“Herkes Haklı, Peki Kim Haksız?”
Günümüzde sosyal medyanın en belirgin sahnelerinden biri “haklılık” yarışıdır. Herkesin anlatacak bir mağduriyeti, herkesin gösterecek bir haksızlığa uğrama hikâyesi vardır. Bir bakıma bu durum bireyin toplumsal görünürlüğünü güçlendirme ve kendisine destek toplama biçimlerinden biri hâline gelmiştir. Ancak bu sürekli mağduriyet hâlinin sorgulanması gerekir: Neden bu kadar çok insan tekrar tekrar haksızlığa uğradığını dile getiriyor?
Mağduriyetin Sosyal Sermayesi
Sosyolojide mağduriyet sadece bir deneyim değil, aynı zamanda bir kimliktir. Sosyal medyada mağduriyetini dile getiren birey aslında kendisini topluluk karşısında meşrulaştırmaya çalışır. “Ben haksızlığa uğradım” diyerek hem başkalarının empatisini hem de görünürlüğünü artırır. Bu da bireye takipçilerinden gelen destek mesajları, beğeniler ve paylaşımlar üzerinden bir tür sosyal sermaye sağlar.
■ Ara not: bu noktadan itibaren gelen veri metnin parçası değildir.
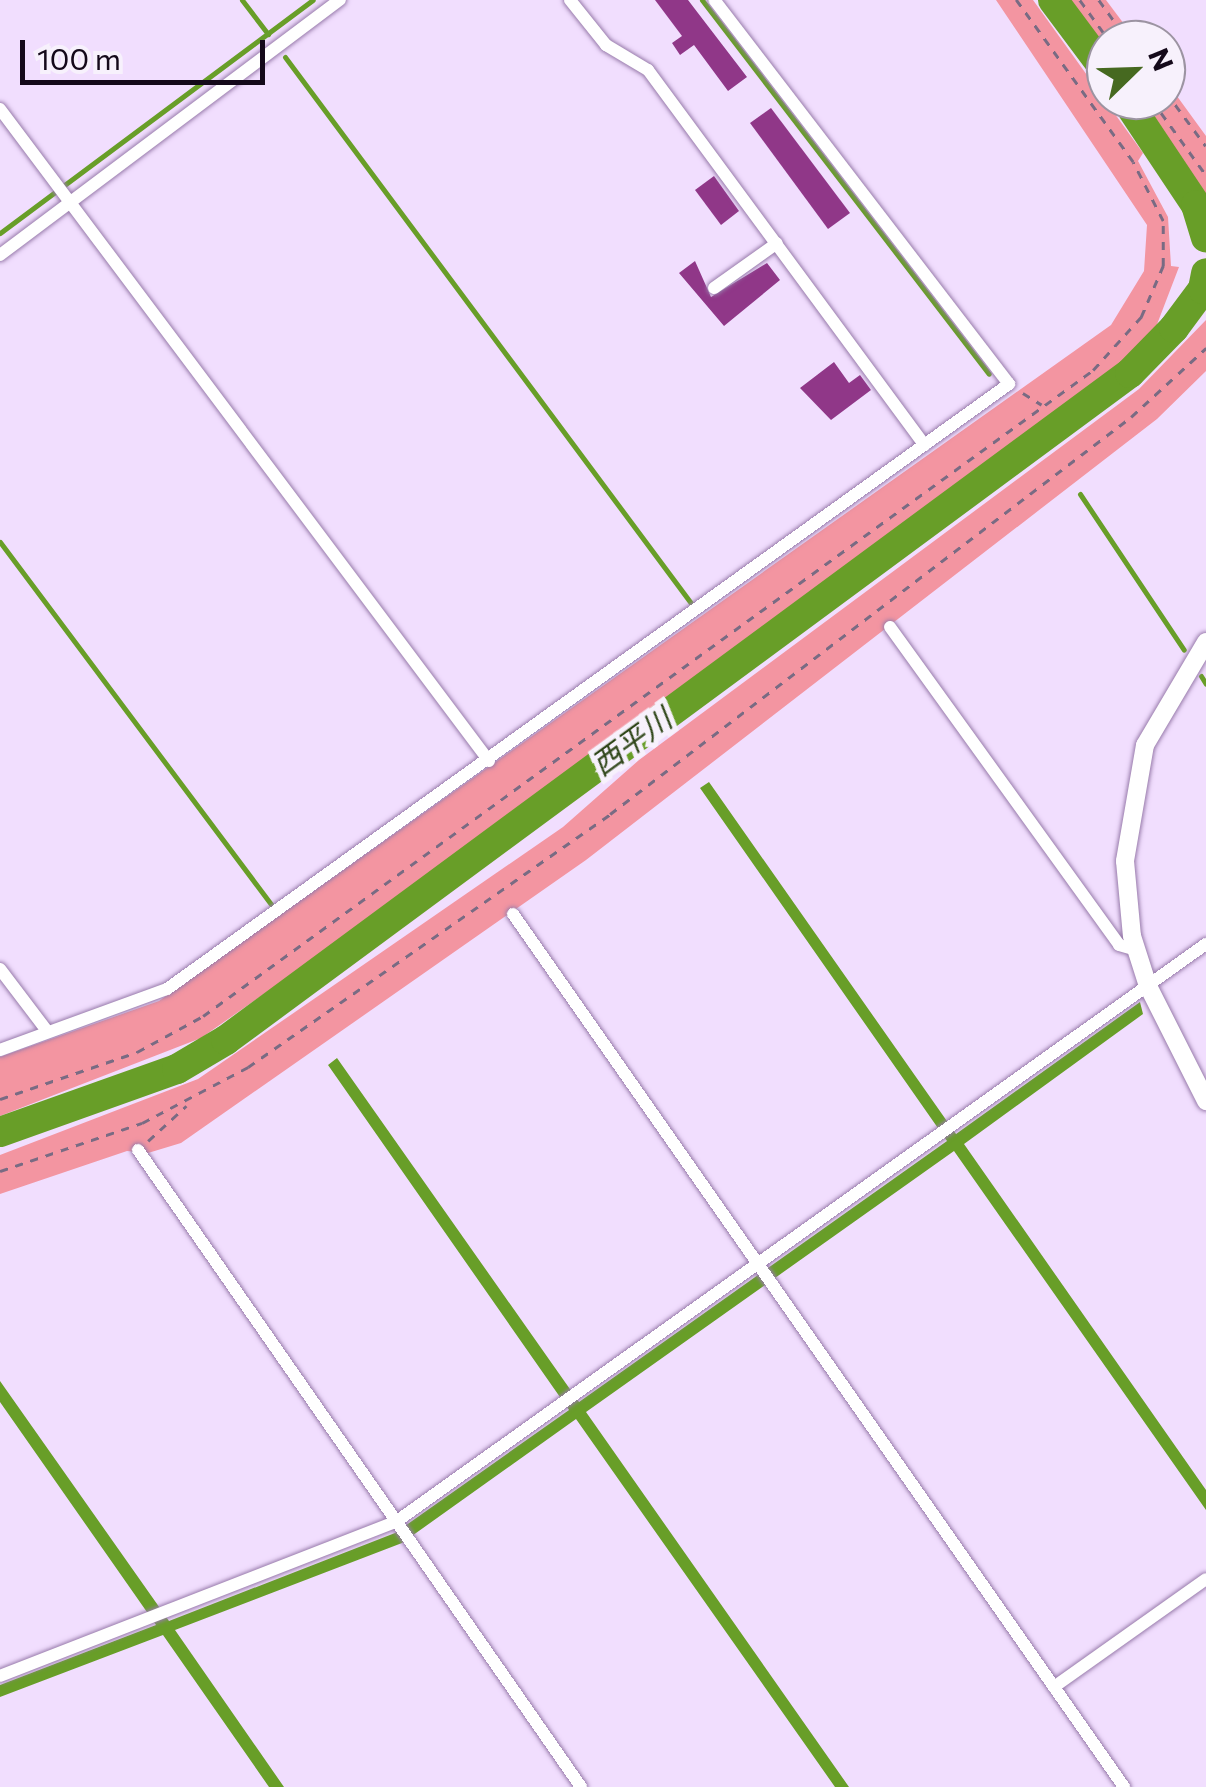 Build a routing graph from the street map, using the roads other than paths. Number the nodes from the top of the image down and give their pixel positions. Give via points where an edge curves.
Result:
1 (340, 0) edge
2 (570, 0) edge
3 (714, 0) edge
4 (0, 109) edge
5 (69, 203) junction
6 (777, 244) junction
7 (0, 255) edge
8 (714, 288) dead end
9 (924, 446) junction
10 (890, 627) dead end
11 (1206, 642) edge
12 (489, 761) junction
13 (512, 914) dead end
14 (1206, 944) edge
15 (1136, 950) junction
16 (0, 969) edge
17 (1148, 986) junction
18 (46, 1031) junction
19 (0, 1050) edge
20 (1206, 1101) edge
21 (138, 1150) road end
22 (757, 1264) junction
23 (397, 1521) junction
24 (1206, 1579) edge
25 (0, 1676) edge
26 (1054, 1687) junction
27 (582, 1787) edge
28 (1124, 1787) edge

1 - 5 street
2 - 6 street via 606,46 648,70
3 - 9 street via 1009,384
4 - 5 street
5 - 7 street
5 - 12 street
6 - 8 street
6 - 9 street
9 - 12 street
10 - 15 street via 1119,945
11 - 15 main road via 1145,745 1131,802 1126,861
12 - 18 street via 167,988
13 - 22 street
14 - 17 street
15 - 17 main road
16 - 18 street
17 - 20 main road
17 - 22 street
18 - 19 street
21 - 23 street
22 - 23 street
22 - 26 street
23 - 25 street
23 - 27 street
24 - 26 street
26 - 28 street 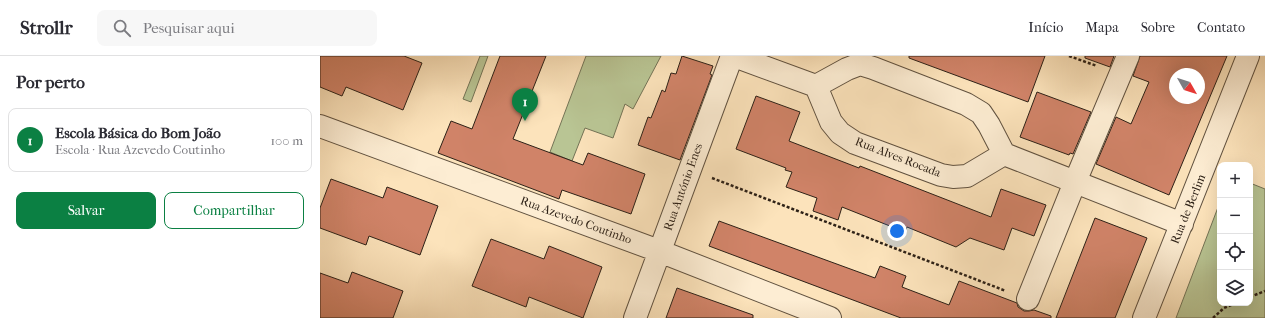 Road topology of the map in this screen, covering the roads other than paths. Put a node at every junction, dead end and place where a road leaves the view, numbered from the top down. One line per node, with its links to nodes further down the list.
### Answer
1 (733, 56): 4 (street); 9 (street, Rua António Enes)
2 (1248, 56): 8 (street, Rua de Berlim)
3 (1124, 66): 7 (street)
4 (816, 86): 6 (street); 6 (street, Rua Alves Rocada)
5 (320, 126): 9 (street, Rua Azevedo Coutinho)
6 (1004, 154): 7 (street)
7 (1075, 182): 8 (street); 10 (street)
8 (1182, 224): 13 (street, Rua de Berlim)
9 (659, 251): 11 (street, Rua António Enes); 12 (street, Rua Azevedo Coutinho)
10 (1028, 299)
11 (635, 318)
12 (830, 318)
13 (1144, 318) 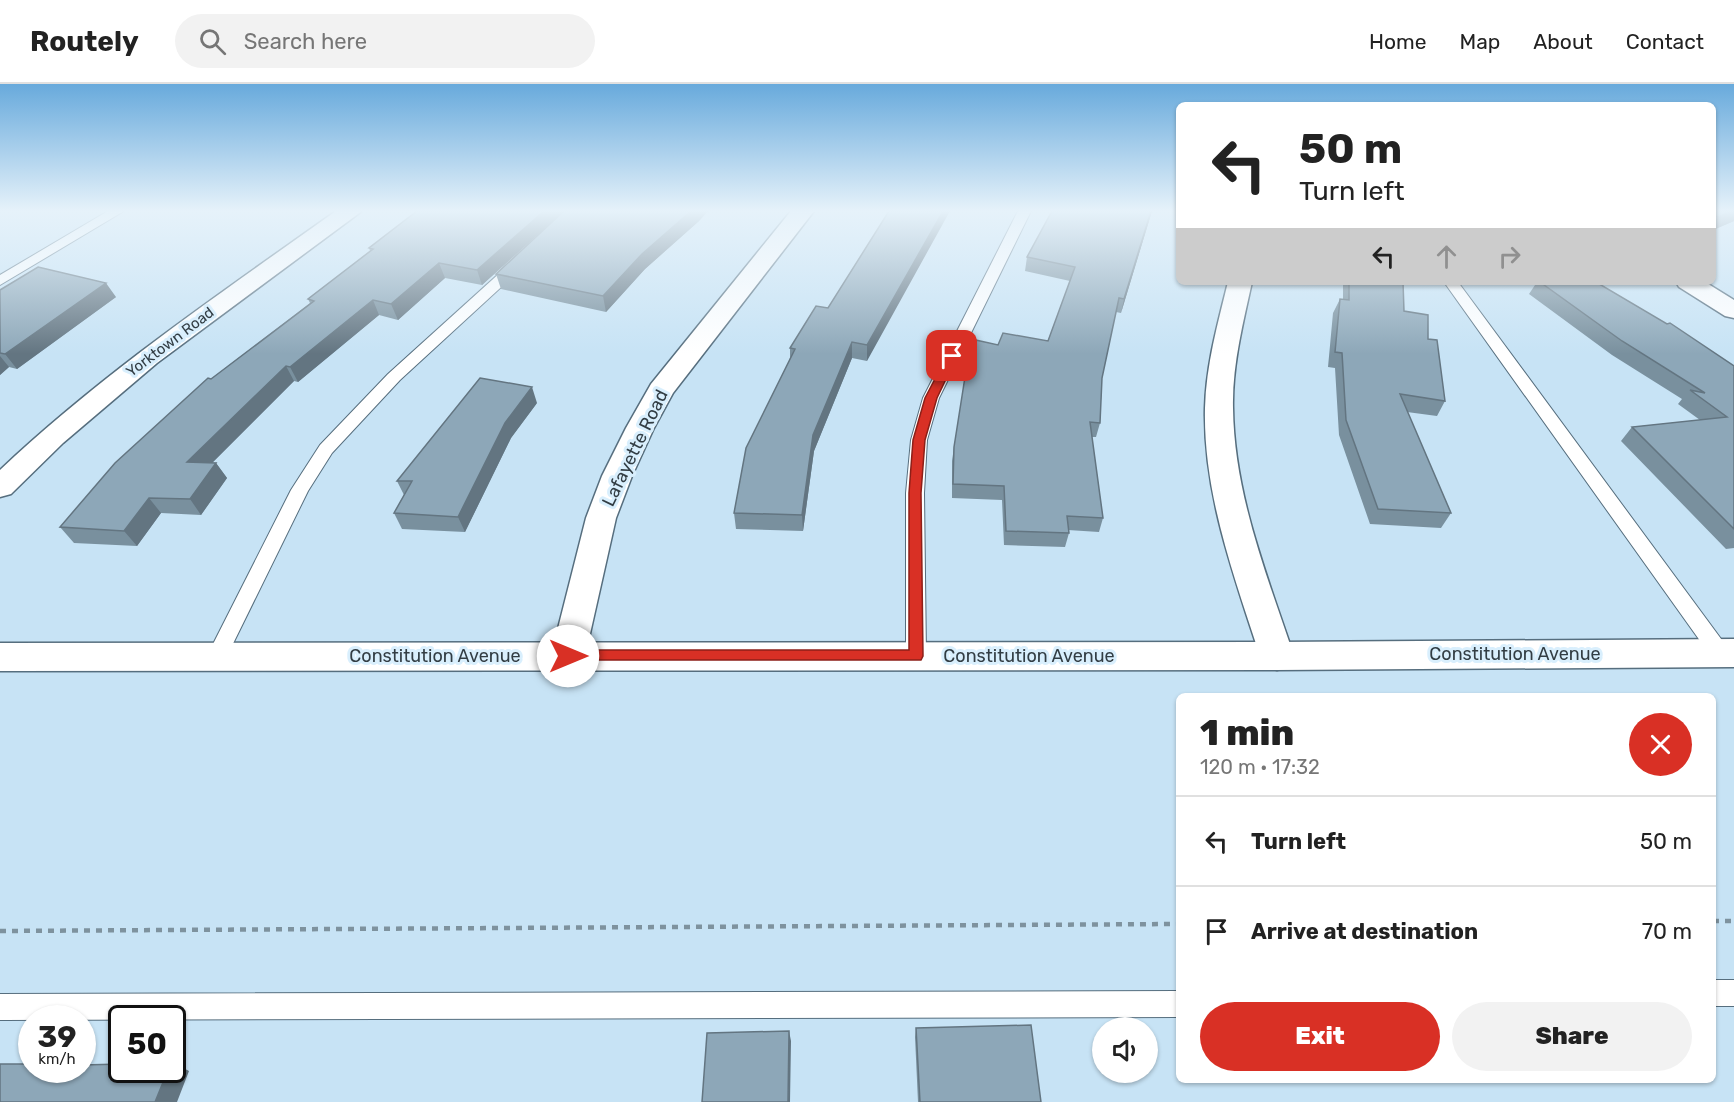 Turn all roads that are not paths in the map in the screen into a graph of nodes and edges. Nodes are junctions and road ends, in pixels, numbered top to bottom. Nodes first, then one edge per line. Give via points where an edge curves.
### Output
1 (38, 259) edge
2 (285, 259) edge
3 (524, 259) edge
4 (765, 259) edge
5 (1001, 259) edge
6 (0, 281) edge
7 (1239, 285) edge
8 (1453, 285) edge
9 (1693, 285) edge
10 (1734, 311) edge
11 (0, 487) edge
12 (1727, 653) edge
13 (217, 656) junction
14 (568, 656) junction
15 (916, 656) junction
16 (1277, 656) junction
17 (0, 657) edge
18 (1716, 993) edge
19 (1734, 993) edge
20 (1176, 1004) edge
21 (0, 1007) edge

1 - 6 lane
2 - 11 street, Yorktown Road via 148,357 52,436
3 - 13 lane via 394,377 326,449 300,490
4 - 14 street, Lafayette Road via 661,390 640,428 601,518
5 - 15 lane via 931,398 919,440 915,493
7 - 16 street via 1219,408 1224,465 1235,530
8 - 12 lane
9 - 10 street
12 - 16 street, Constitution Avenue
13 - 14 street, Constitution Avenue
13 - 17 street, Constitution Avenue
14 - 15 street, Constitution Avenue
15 - 16 street, Constitution Avenue
18 - 19 lane
20 - 21 lane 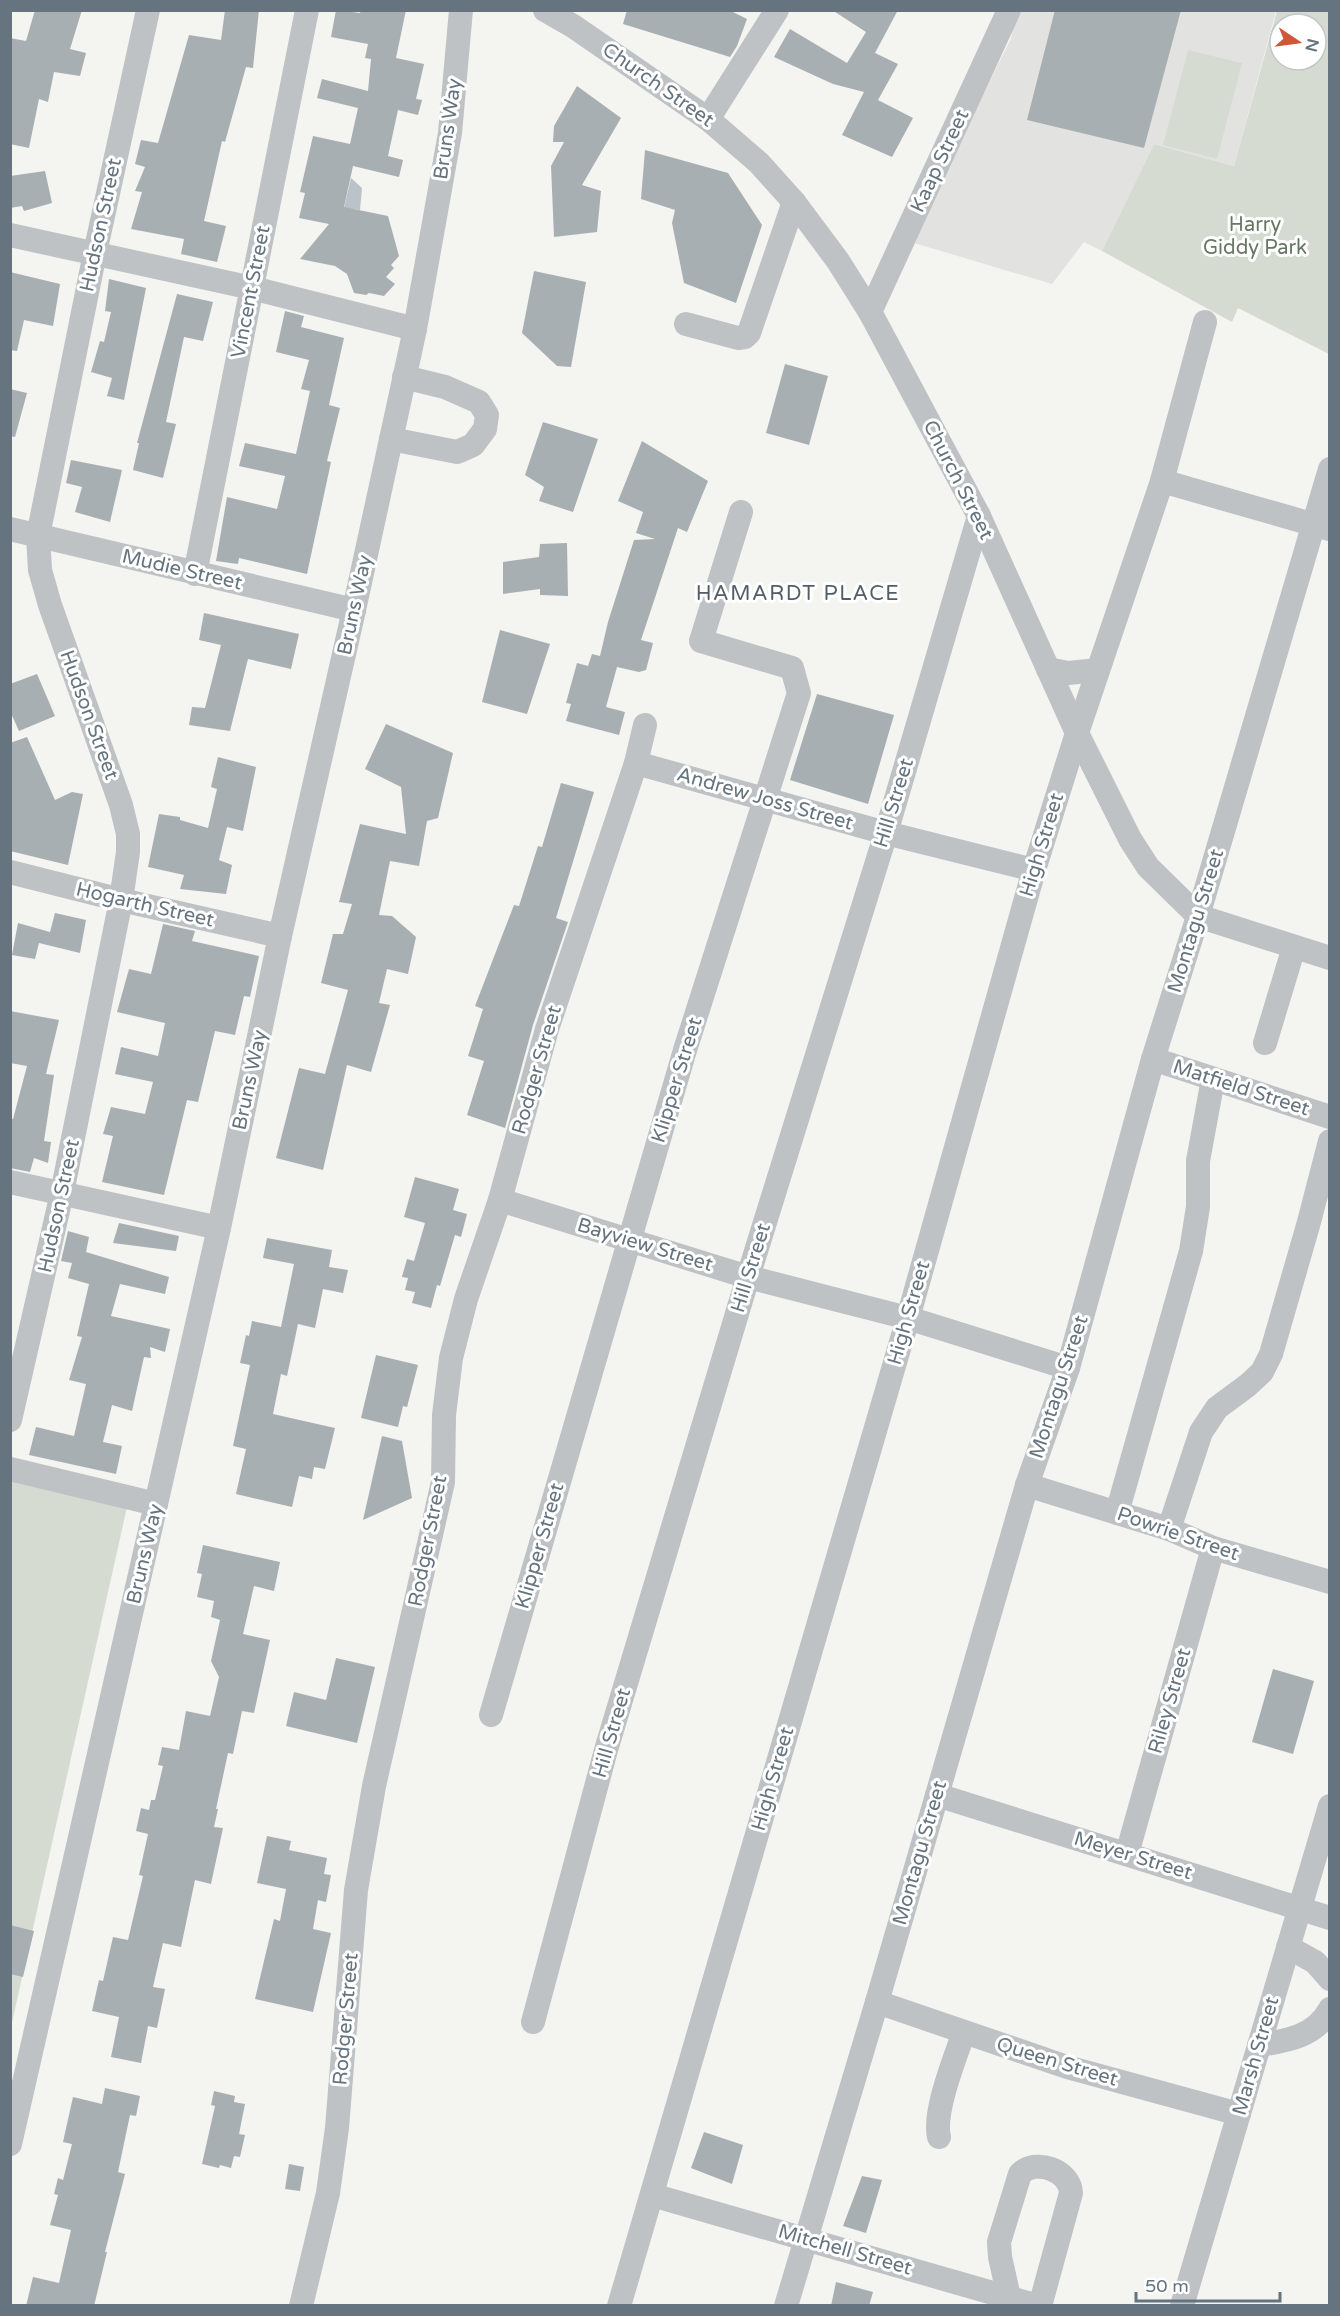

Fakat sürekli mağduriyet anlatılarının dolaşımda olması beraberinde bir başka soruyu gündeme getirir: Acaba herkes gerçekten bu kadar çok kez haksızlığa uğruyor mu, yoksa kendi sorumluluk alanına bakmaktan kaçıyor mu?
Öz Sorgulama Eksikliği
Toplumda yaygın olan eğilim, suçu hep dışarıda aramaktır. Başarısızlığın, hayal kırıklığının veya yaşanan olumsuzlukların sebebi hep başkalarıdır: haksız patron, anlayışsız partner, adaletsiz sistem… Elbette gerçek haksızlıkların varlığı inkâr edilemez. Ancak sürekli tekrar eden sorunlarda insanın kendisine sorması gereken şu sorular vardır:
- Benim tutumumda ya da davranışlarımda yanlış bir şey olabilir mi?
- Hep aynı tip sorunlarla karşılaşıyorsam bunda benim de bir payım var mı?
- Sürekli başkalarını suçlamak yerine kendi payıma düşeni sorguluyor muyum?
Bu soruların cevabını vermeden sadece dışarıyı suçlamak insanı bir döngünün içine hapseder.
Dijital Kimlik ile Gerçeklik Arasındaki Uçurum
Klavyenin başında herkes iyi, adil, haklı ve mağdur olabilir. Ancak gerçek hayatta işler bu kadar basit değildir. Sosyal medyadaki imaj çoğu zaman kendimizi görmek istediğimiz hâlin bir yansımasıdır, gerçekte olduğumuz hâlin değil. Oysa insanın gelişimi başkalarının gözünde “haklı” görünmekle değil, kendine dürüst bir şekilde ayna tutabilmekle mümkündür.
Sonuç: Mağduriyetin Arkasına Saklanmak mı, Kendini Geliştirmek mi?
Kimse günah keçisi değil. Kimse mükemmel değil. Gerçek olgunluk her haksızlık karşısında “Benim hiç hatam yok” demek yerine şu soruyu sorabilmekte gizlidir: “Ben nerede yanlış yapıyorum ki, bu durum tekrar tekrar benim başıma geliyor?”
Sosyal medyada paylaşılan mağduriyet hikâyeleri bireysel gelişim için bir araç olabilir; eğer ki kişi sadece dışarıyı değil, aynı zamanda kendi iç dünyasını da sorgulama cesaretini gösterebilirse.